By Michael Henry Ll. Yusingco, LL.M
There can be no doubt that the Philippine political system is controlled by traditional political families. A Sydney Morning Herald piece in 2012 fittingly called them “dynasty in steroids”. In fact, as the official election campaign period begins back home, the same surnames continue to dominate the field.
The blockbuster film “Heneral Luna” reminds us that dynastic interests of these elites in Filipino society are an ancient socio-political scourge. But it is also an inspirational wake-up call to all of us that we can do something about this.
Political dynasties are actually proscribed in the Philippine Constitution. This is very clear in Section 26 of Article II which reads as follows: “The State shall guarantee equal access to opportunities for public service and prohibit political dynasties as may be defined by law.”
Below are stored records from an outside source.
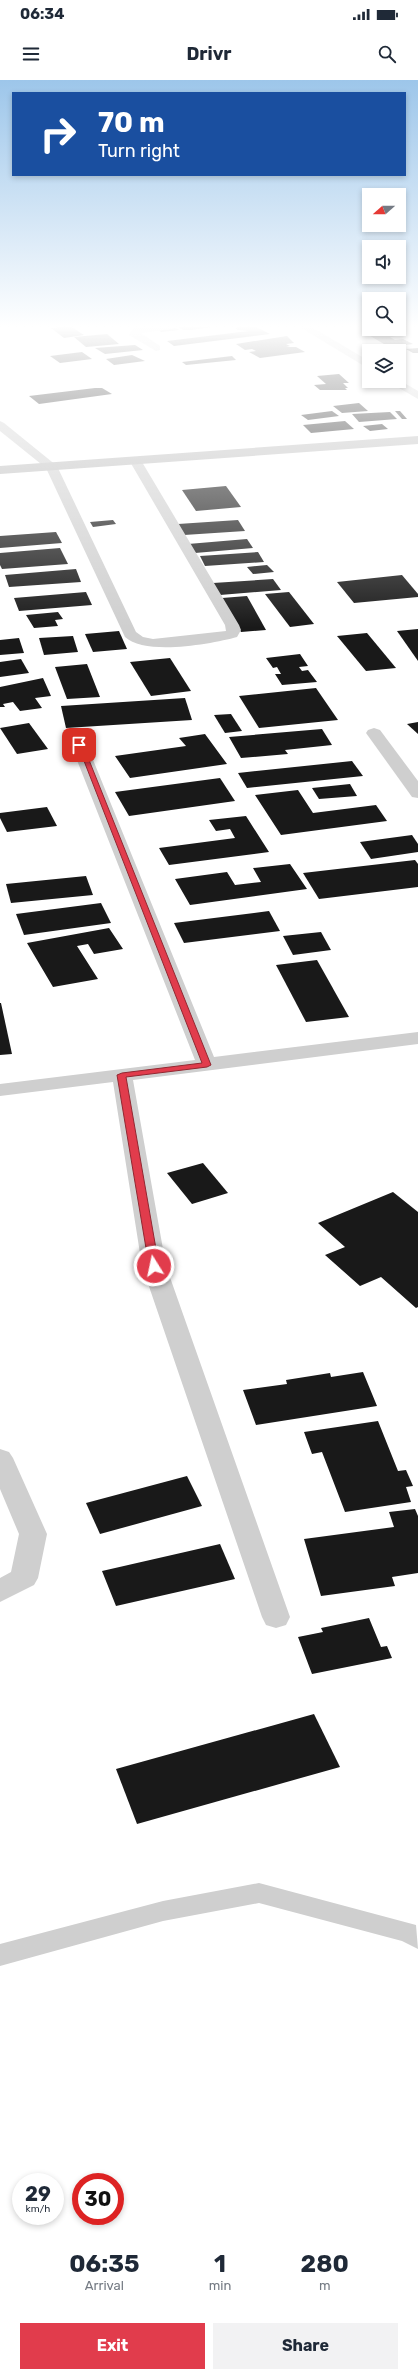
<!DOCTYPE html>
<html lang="en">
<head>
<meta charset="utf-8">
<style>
	body { margin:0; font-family:Rubik,sans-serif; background:#f2f2f3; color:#1f2937; height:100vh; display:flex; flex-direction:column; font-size:15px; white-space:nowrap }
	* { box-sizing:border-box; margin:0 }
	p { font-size:13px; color:#747a83 }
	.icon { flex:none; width:22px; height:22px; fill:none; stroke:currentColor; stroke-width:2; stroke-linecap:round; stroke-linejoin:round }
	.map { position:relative; height:2157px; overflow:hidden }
	.panel { display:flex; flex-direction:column; background:#fff; flex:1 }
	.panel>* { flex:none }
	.banner { position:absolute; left:12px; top:12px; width:394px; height:84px; border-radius:0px; box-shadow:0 2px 6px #0003; background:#1a4fa0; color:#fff; overflow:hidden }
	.needle { width:26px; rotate:249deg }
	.fabs { position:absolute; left:362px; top:108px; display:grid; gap:8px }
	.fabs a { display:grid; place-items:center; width:44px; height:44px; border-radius:0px; background:#fff; box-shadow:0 2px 6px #0003; font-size:20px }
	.speed { position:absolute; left:12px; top:2093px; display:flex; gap:8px; font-size:20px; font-weight:700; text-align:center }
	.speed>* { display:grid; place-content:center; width:52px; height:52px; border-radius:50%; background:#fff; box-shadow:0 2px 6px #0003; line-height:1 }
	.speed small { font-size:10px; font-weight:400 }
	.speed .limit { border:6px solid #d22; background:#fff; color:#111 }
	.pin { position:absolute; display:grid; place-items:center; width:34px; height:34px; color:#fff; margin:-17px; border-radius:8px; box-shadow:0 2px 6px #0006 }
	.me { position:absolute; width:44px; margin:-22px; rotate:350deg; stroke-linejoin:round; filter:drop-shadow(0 0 3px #0008) }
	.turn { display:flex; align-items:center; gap:14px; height:84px; padding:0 20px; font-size:18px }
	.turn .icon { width:52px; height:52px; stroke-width:2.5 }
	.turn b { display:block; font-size:28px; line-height:34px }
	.eta { display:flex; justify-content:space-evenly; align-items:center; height:68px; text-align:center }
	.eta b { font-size:24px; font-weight:700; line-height:28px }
	.cta { display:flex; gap:8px; margin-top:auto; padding:8px 20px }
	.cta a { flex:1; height:46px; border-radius:0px; background:#e13c4c; color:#fff; font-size:16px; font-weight:700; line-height:46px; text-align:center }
	.cta a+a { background:#f2f2f3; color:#1f2937 }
	.status { display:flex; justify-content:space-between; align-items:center; height:28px; padding:0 20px; background:#fff; direction:ltr }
	.status svg { height:11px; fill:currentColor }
	header { display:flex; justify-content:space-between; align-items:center; height:52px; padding:0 20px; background:#fff; font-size:18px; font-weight:700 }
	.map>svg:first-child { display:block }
	.building { fill:#191919 }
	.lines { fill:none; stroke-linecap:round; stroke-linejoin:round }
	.lane { fill:#cfcfcf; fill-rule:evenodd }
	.street { fill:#cfcfcf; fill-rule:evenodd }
	.secondary { fill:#bcbcbc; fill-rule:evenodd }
	.route { fill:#e13c4c; stroke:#922731 }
</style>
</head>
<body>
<div class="status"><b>06:34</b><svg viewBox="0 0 49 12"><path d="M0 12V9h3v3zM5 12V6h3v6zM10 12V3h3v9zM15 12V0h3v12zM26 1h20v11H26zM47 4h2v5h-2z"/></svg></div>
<header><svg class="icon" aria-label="menu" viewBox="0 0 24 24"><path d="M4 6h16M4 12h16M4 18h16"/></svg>Drivr<svg class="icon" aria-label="search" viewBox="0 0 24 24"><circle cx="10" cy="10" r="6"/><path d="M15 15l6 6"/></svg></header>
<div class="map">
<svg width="418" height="2157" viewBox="0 0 418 2157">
	<rect width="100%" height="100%" fill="#fff"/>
	<g class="building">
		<polygon points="70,246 84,255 64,258 51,248"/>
		<polygon points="173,246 179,250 161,252 156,248"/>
		<polygon points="177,246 211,246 213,247 190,250 183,250"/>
		<polygon points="236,246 258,246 256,247 270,254 174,266 167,261 249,251 238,250 235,248 238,248"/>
		<polygon points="388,252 396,256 390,257 395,260 403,259 413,264 389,267 367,254"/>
		<polygon points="107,254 119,264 86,267 74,257"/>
		<polygon points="287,256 294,263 286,264 290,266 286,267 296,267 305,272 260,278 249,272 256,271 252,269 245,270 236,264"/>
		<polygon points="135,265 143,270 105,274 95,268"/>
		<polygon points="418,268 418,273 413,273 406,269"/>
		<polygon points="82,272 92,279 60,283 50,276"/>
		<polygon points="132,275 145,281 114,285 106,279"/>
		<polygon points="232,276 236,280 186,285 182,282"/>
		<polygon points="339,294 349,303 343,303 348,308 345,308 347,310 320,310 314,305 326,304 317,296"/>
		<polygon points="95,308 102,308 112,314 39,324 29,316"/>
		<polygon points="359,323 368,331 342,333 333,326"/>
		<polygon points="332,331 339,336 308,340 301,335"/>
		<polygon points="395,331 400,331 407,339 402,339"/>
		<polygon points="390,332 397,339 359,342 352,334"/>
		<polygon points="345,341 354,349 311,353 303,345"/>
		<polygon points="382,344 388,349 370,351 363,346"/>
		<polygon points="226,406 241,427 196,431 182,410"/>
		<polygon points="113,440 116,444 93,447 90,442"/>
		<polygon points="238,440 245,451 184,455 178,444"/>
		<polygon points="56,452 62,463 0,468 0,456"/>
		<polygon points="247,459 253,468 195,473 188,464"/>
		<polygon points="60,468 68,484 2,489 0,485 0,473"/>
		<polygon points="258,472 264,482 205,486 200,476"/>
		<polygon points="267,485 274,492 253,494 247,487"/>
		<polygon points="76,489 81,502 9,507 5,495"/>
		<polygon points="402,495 418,514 418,517 354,523 337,502"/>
		<polygon points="273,499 281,510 220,515 213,503"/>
		<polygon points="86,512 92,525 19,531 14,518"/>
		<polygon points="289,512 314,544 290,547 265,514"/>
		<polygon points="247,516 266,550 241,552 222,518"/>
		<polygon points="58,532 63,539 55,540 58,546 34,548 26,535"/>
		<polygon points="418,549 418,581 397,551"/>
		<polygon points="119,551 127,569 93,572 85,554"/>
		<polygon points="367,553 396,588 366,591 337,556"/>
		<polygon points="73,556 78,572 44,575 39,558"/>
		<polygon points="19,558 24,573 0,575 0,560"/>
		<polygon points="300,574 308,586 299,587 302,591 308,590 317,602 282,605 275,594 281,594 277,587 273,588 266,578"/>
		<polygon points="170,578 191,611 151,616 130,582"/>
		<polygon points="21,579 29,593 0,597 0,582"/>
		<polygon points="87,584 100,617 67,619 55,587"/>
		<polygon points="43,598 51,616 35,618 42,628 20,631 13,622 3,624 5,627 0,627 0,607"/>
		<polygon points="316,608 338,640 259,648 239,616"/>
		<polygon points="185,618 192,640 66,648 61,626"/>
		<polygon points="231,634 242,651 225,653 214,635"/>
		<polygon points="418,642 418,654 407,644"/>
		<polygon points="29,643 48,669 17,674 0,648"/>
		<polygon points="322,649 332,665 285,670 288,674 241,678 229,657"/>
		<polygon points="205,654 227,684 130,698 115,676 186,666 179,658"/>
		<polygon points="352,681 363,696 247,708 238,693"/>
		<polygon points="220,698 235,721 129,736 115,712"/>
		<polygon points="350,704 357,716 319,719 312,708"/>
		<polygon points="298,710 313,733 376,725 387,741 281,755 255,715"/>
		<polygon points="47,727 57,746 7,752 0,738 0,733"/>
		<polygon points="246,736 269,772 169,785 159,768 235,758 230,749 216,751 209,740"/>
		<polygon points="412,755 418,764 418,772 371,779 360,762"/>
		<polygon points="415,780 418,784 418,807 319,819 303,793"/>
		<polygon points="290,784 307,809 190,825 175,799 227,792 235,805 261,802 253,788"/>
		<polygon points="86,796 93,815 11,823 6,804"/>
		<polygon points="101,823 111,843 24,855 16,834"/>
		<polygon points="269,831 280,851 184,863 174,843"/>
		<polygon points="109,848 123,869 94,874 88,864 77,866 98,899 53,907 27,863"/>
		<polygon points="321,852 331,870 293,875 283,856"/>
		<polygon points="317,880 349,937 306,942 276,885"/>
		<polygon points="0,923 1,923 12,974 0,975"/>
		<polygon points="203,1083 228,1113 192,1124 167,1093"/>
		<polygon points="393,1112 418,1132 418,1227 416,1228 381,1197 360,1206 325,1175 345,1167 318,1143"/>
		<polygon points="363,1292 377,1326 256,1345 243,1310 287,1304 286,1300 330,1293 331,1297"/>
		<polygon points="378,1341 398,1391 406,1390 413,1406 406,1407 411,1422 345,1432 322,1372 312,1374 304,1352"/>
		<polygon points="187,1396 202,1426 100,1454 86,1423"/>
		<polygon points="415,1429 418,1436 418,1493 392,1497 395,1506 321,1516 304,1459 394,1447 389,1432"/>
		<polygon points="220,1464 235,1499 116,1526 102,1491"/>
		<polygon points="369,1538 381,1567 387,1566 392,1578 312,1594 298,1557 323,1552 321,1548"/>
		<polygon points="314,1634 340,1687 137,1744 116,1689"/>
	</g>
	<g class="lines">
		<polygon class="lane" points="259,1803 416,1845 418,1869 402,1861 259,1823 163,1841 0,1886 0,1864 163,1821"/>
		<g class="street">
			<polygon points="177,246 172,249 141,253 160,266 160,270 156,271 129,255 133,248 137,247"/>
			<polygon points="298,246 310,246 369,281 369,289"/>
			<polygon points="399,300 418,311 418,319 387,301"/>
			<path d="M 0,341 L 4,343 L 57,386 L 136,552 L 143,557 L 153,559 L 226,551 L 225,545 L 129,380 L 131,377 L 139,377 L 239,545 L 241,550 L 237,557 C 212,564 145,576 125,557 L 46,388 L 0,351 Z"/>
			<polygon points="374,648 380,650 418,701 418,718 412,717 366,653 368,650"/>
			<polygon points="79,660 85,662 87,665 214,977 418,952 418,964 133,1000 166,1186 290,1537 286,1545 276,1548 266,1545 262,1537 142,1186 113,1002 0,1016 0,1004 195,980 71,665 73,662"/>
			<polygon points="0,1369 9,1372 13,1378 47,1454 38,1498 34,1505 0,1522 0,1498 11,1492 19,1454 0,1409"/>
		</g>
		<polygon class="secondary" points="418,356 418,364 0,394 0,386"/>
	</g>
	<linearGradient id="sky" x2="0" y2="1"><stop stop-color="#9dc6ea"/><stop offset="0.45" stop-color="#fff"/><stop offset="1" stop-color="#fff" stop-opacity="0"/></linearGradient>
	<rect width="418" height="548" fill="url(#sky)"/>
	<polygon class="route" points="77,663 83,665 211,985 207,987 126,997 159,1186 154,1189 149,1186 117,995 122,993 202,983"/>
</svg>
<div class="fabs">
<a><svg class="needle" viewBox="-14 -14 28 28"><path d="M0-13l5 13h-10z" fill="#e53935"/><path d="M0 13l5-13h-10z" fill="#747a83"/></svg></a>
<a><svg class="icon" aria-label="sound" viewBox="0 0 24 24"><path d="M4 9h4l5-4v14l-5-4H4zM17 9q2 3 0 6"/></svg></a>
<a><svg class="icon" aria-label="search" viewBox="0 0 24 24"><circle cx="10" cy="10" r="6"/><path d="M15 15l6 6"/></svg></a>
<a><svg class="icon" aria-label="layers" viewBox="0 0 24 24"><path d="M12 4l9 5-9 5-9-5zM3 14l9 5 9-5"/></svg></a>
</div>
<div class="speed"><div>29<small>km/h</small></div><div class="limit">30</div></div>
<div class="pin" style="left:79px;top:665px;background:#d93025"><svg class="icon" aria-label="arrive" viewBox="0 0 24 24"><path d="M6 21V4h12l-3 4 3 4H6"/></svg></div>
<svg class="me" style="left:154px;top:1186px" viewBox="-20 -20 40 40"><circle r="17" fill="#e13c4c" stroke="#fff" stroke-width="3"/><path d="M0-11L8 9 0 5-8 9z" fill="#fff"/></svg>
<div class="banner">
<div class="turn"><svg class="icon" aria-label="right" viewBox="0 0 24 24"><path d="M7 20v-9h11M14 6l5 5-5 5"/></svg><div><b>70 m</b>Turn right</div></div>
</div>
</div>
<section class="panel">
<div class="eta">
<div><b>06:35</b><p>Arrival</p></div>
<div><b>1</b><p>min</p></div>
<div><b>280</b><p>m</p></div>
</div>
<div class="cta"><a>Exit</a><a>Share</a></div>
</section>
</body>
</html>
However, the phrase “as may be defined by law” has sustained the prevailing belief that actualizing this prohibition necessarily depends on an anti-political dynasty legislation. Unfortunately, the fact that as of the last reckoning at least 75% of legislators in the Philippine Congress belong to political dynasties flatly prevents the enactment of this law.
While there is presently no enforceable legal definition of political dynasty, I believe most Filipinos will concur with the way it was described by the prime mover behind the inclusion of its prohibition in the 1987 Constitution, esteemed legal scholar Jose N. Nolledo, to wit:
“In the Philippines, I think it is known to everyone that a person runs for governor; he becomes a governor for one term; he is allowed two re-elections under our concept. Then he runs for re-election; he wins. The third time, he runs for re-election and he wins and he is now prohibited from running again until a lapse of another election period. What does he do? Because he is old already and decrepit, he asks his son to run for governor.
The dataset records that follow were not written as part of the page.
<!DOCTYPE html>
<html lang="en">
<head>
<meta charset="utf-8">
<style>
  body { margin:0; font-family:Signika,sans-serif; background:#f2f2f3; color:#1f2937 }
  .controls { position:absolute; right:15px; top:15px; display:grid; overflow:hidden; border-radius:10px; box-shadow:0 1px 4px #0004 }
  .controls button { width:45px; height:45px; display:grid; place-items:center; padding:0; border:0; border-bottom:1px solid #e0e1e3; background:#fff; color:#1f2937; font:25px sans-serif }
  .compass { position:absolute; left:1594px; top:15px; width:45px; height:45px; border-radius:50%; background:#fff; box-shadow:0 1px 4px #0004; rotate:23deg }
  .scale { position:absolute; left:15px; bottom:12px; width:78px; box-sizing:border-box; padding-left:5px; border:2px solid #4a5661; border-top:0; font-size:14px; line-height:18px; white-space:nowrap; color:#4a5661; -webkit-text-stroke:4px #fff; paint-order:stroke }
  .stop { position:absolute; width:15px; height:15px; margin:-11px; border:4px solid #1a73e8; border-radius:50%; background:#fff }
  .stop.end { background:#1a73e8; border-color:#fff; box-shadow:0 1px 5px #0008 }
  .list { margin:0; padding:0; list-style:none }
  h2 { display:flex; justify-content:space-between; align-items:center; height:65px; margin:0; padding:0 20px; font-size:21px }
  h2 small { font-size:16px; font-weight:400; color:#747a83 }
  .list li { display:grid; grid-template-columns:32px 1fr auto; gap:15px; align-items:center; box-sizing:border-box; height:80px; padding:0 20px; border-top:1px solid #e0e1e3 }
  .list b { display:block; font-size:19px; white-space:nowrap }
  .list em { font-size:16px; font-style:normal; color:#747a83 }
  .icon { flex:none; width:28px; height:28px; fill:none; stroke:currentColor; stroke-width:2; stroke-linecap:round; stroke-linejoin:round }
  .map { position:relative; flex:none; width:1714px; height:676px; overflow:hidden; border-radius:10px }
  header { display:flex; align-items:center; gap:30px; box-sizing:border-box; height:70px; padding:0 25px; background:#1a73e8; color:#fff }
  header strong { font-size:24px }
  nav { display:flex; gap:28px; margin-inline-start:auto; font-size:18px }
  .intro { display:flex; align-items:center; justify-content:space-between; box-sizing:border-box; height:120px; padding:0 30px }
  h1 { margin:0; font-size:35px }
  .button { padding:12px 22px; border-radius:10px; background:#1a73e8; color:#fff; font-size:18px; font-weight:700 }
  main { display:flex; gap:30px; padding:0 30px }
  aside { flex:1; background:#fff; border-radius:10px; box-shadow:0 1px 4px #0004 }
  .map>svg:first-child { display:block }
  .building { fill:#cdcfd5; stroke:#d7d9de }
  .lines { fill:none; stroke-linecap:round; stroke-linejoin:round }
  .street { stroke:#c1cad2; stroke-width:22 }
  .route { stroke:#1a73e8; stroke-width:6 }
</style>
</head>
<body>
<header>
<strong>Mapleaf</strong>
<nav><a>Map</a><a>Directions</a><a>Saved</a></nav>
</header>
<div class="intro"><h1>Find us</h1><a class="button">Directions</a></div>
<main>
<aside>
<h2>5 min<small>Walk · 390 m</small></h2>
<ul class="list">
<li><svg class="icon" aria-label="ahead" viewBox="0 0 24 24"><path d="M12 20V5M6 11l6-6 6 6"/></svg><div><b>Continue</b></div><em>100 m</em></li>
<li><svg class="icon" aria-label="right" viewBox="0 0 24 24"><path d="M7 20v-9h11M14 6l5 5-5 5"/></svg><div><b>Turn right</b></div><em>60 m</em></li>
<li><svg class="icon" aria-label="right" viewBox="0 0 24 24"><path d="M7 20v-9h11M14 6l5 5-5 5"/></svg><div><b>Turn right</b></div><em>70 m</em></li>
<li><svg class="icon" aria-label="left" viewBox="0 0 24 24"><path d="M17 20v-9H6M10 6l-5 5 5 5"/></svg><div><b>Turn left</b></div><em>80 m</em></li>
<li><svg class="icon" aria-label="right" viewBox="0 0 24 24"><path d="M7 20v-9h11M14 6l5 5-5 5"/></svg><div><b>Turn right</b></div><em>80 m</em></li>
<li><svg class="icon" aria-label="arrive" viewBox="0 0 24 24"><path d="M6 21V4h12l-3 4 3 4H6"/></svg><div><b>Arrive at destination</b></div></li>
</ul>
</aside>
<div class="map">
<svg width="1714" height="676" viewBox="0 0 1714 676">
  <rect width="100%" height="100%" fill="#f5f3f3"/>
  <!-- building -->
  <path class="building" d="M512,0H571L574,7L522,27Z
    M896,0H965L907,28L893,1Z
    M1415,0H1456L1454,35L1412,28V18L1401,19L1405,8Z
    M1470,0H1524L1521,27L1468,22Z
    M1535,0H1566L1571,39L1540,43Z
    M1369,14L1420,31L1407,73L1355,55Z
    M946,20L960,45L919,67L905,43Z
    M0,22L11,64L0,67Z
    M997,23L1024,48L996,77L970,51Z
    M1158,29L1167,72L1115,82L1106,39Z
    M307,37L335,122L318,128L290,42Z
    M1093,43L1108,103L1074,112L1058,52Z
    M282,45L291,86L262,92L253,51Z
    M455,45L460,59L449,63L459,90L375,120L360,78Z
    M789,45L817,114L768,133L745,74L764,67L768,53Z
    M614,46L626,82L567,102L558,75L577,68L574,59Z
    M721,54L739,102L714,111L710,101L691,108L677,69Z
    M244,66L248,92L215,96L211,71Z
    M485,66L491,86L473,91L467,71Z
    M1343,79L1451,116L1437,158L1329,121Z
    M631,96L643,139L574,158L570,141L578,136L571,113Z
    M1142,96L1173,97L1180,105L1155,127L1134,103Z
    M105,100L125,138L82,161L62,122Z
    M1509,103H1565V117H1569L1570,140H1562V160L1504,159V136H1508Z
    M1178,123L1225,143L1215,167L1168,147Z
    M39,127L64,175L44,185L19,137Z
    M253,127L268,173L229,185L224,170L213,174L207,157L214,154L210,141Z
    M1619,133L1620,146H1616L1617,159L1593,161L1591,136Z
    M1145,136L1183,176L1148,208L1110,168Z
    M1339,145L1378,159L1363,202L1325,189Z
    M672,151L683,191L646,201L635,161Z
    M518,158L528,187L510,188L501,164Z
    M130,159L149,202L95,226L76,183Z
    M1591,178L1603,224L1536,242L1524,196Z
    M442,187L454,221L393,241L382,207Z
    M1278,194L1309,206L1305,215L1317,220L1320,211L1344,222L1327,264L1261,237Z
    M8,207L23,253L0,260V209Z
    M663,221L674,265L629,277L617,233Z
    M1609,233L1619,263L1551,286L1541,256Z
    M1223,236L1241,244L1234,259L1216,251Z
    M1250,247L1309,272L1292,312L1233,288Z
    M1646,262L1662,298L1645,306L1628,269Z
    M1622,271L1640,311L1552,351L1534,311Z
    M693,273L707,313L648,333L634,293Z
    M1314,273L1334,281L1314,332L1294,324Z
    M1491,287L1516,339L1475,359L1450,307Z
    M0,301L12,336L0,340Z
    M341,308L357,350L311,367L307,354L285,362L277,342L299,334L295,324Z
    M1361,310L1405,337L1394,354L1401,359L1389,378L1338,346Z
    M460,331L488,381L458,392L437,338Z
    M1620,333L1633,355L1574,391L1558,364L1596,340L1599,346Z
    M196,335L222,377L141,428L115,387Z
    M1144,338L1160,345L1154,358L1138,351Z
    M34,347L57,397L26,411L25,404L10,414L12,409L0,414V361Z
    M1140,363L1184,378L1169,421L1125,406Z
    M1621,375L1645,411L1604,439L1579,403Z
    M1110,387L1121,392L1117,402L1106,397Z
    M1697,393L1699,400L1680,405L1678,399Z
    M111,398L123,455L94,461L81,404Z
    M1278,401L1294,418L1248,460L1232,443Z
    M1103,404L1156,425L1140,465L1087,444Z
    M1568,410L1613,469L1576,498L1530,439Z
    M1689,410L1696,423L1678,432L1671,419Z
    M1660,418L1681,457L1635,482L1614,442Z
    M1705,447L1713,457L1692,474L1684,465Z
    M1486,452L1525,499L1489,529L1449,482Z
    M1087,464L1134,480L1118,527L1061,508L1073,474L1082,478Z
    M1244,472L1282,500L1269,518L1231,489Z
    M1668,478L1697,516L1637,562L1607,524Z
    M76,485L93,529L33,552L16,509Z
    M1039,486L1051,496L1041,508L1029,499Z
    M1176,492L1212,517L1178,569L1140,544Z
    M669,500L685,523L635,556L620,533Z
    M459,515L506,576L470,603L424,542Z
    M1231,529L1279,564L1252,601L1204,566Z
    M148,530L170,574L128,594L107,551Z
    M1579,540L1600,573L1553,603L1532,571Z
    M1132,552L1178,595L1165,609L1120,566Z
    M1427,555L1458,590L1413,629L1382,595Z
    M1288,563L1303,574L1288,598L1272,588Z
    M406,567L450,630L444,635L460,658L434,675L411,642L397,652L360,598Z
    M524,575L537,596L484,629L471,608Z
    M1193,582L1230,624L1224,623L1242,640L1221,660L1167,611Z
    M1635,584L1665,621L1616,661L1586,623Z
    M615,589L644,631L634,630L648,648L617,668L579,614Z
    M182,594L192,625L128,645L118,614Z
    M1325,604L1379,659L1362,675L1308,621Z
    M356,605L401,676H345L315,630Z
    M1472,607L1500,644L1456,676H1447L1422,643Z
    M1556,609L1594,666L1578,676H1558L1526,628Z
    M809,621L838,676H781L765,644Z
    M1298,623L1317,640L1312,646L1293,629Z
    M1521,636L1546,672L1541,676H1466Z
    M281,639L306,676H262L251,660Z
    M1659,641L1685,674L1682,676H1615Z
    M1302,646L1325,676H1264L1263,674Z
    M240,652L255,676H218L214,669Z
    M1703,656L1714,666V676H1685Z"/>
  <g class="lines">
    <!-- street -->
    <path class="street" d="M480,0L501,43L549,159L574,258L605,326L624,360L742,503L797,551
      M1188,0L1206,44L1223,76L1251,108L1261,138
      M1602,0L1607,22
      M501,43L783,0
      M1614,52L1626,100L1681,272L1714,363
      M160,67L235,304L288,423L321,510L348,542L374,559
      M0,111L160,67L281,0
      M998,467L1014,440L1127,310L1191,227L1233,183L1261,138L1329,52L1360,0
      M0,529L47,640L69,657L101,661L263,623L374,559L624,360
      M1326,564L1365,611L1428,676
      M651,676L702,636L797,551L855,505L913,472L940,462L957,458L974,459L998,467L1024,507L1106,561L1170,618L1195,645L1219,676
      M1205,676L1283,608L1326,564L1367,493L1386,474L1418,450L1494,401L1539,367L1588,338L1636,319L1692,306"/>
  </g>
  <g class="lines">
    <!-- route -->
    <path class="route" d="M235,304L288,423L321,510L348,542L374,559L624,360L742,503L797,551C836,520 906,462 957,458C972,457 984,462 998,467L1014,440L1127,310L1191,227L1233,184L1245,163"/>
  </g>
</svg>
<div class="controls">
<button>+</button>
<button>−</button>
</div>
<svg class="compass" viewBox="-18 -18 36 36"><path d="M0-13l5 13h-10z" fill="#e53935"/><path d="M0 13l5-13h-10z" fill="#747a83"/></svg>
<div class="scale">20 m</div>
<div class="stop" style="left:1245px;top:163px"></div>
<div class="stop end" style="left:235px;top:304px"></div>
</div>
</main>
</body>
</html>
In the meantime, he holds public office while the campaign is going on. He has control; he has already institutionalized himself. His son will inherit the position of governor, in effect, and then this will go to the grandson, et cetera. The others who do not have the political advantage in the sense that they have no control of government facilities will be denied the right to run for public office. Younger ones, perhaps more intelligent ones, the poorer ones, can no longer climb the political ladder because of political dynasty.
It seems to me that the public office becomes inherited. Our government becomes monarchical in character and no longer constitutional.”
Ostensibly, the dominance of dynastic politicians has meant that accountability in office is no longer a standard for public service for blood relations would expectedly trump over the public’s demand for checks-and-balance amongst officials in government.
Moreover, this has also led to the steady deterioration of the quality of leaders being elected to office. One political commentator lamented that meritocracy in governance is actually “dying at the hands of political dynasties.”
According to Colombian academic, Pablo Querubin, in Political Reform and Elite Persistence: Term Limits and Political Dynasties in the Philippines, political elites in the Philippines are so entrenched in their dominant position they have become essentially insulated from political competition.
Sadly, being in this station of privilege and impunity for so long has led to the enculturation of a myopic and parochial governance frame of mind. Clearly demonstrated by the local politico who can only be bothered by short-term projects that have an immediate and perceptible impact and most likely simply as a knee-jerk response to the clamor of the day from his or her supporters.
And worse, as the nation continue to suffer inept and corrupt dynastic leaders, those who can and are willing to push for reforms but do not have the inherited political advantage are effectively denied the right to run for public office because of the “monarchical” character of the electoral process.
Both these outcomes have become the bane to our country’s socio-economic aspirations. According to a groundbreaking study on political dynasties by the Asian Institute of Management Policy Center in 2012— lower standards of living, lower human development, and higher levels of deprivation and inequality persist in the districts governed by leaders who are members of a political dynasty.
The more alarming development is that the fattest dynasties—those with the most number of family members in elective office—are actually ensconced in the poorest parts of the country.
So can Filipinos defeat political dynasties? The answer is yes. And we must! But we have to take direct and primary responsibility for it.
Each Filipino can give life to this constitutional proscription by simply not voting dynastic politicians this year. But we can all go a step further by passionately convincing others to never cast a vote for a candidate who belongs to a political dynasty.
At the very modest level, this can be accomplished through personal effort by dissuading our friends and relatives back home from voting candidates simply on the grounds of their political pedigree.
A more formal and organized discussion on the debilitating impact of political dynasties on the Philippine political economy enumerated here can be conducted in forums or assemblies with various Fil-Australian groups in attendance.
I must emphasize however that I am not diminishing the importance of enacting an anti-political dynasty law. The presence of such legislation will absolutely play a vital role in the degrading process. But we have to accept that the destruction of political dynasties ultimately lies in the hands of Filipinos.
We can all expect that once we have made family dynasties politically irrelevant, their stranglehold over our country’s political system will be destroyed completely. Genuine patriotic leaders can then finally emerge and be properly recognized.
Michael Yusingco is a Filipino lawyer based in Melbourne with a Masters degree in Law and Development from the University of Melbourne Law School.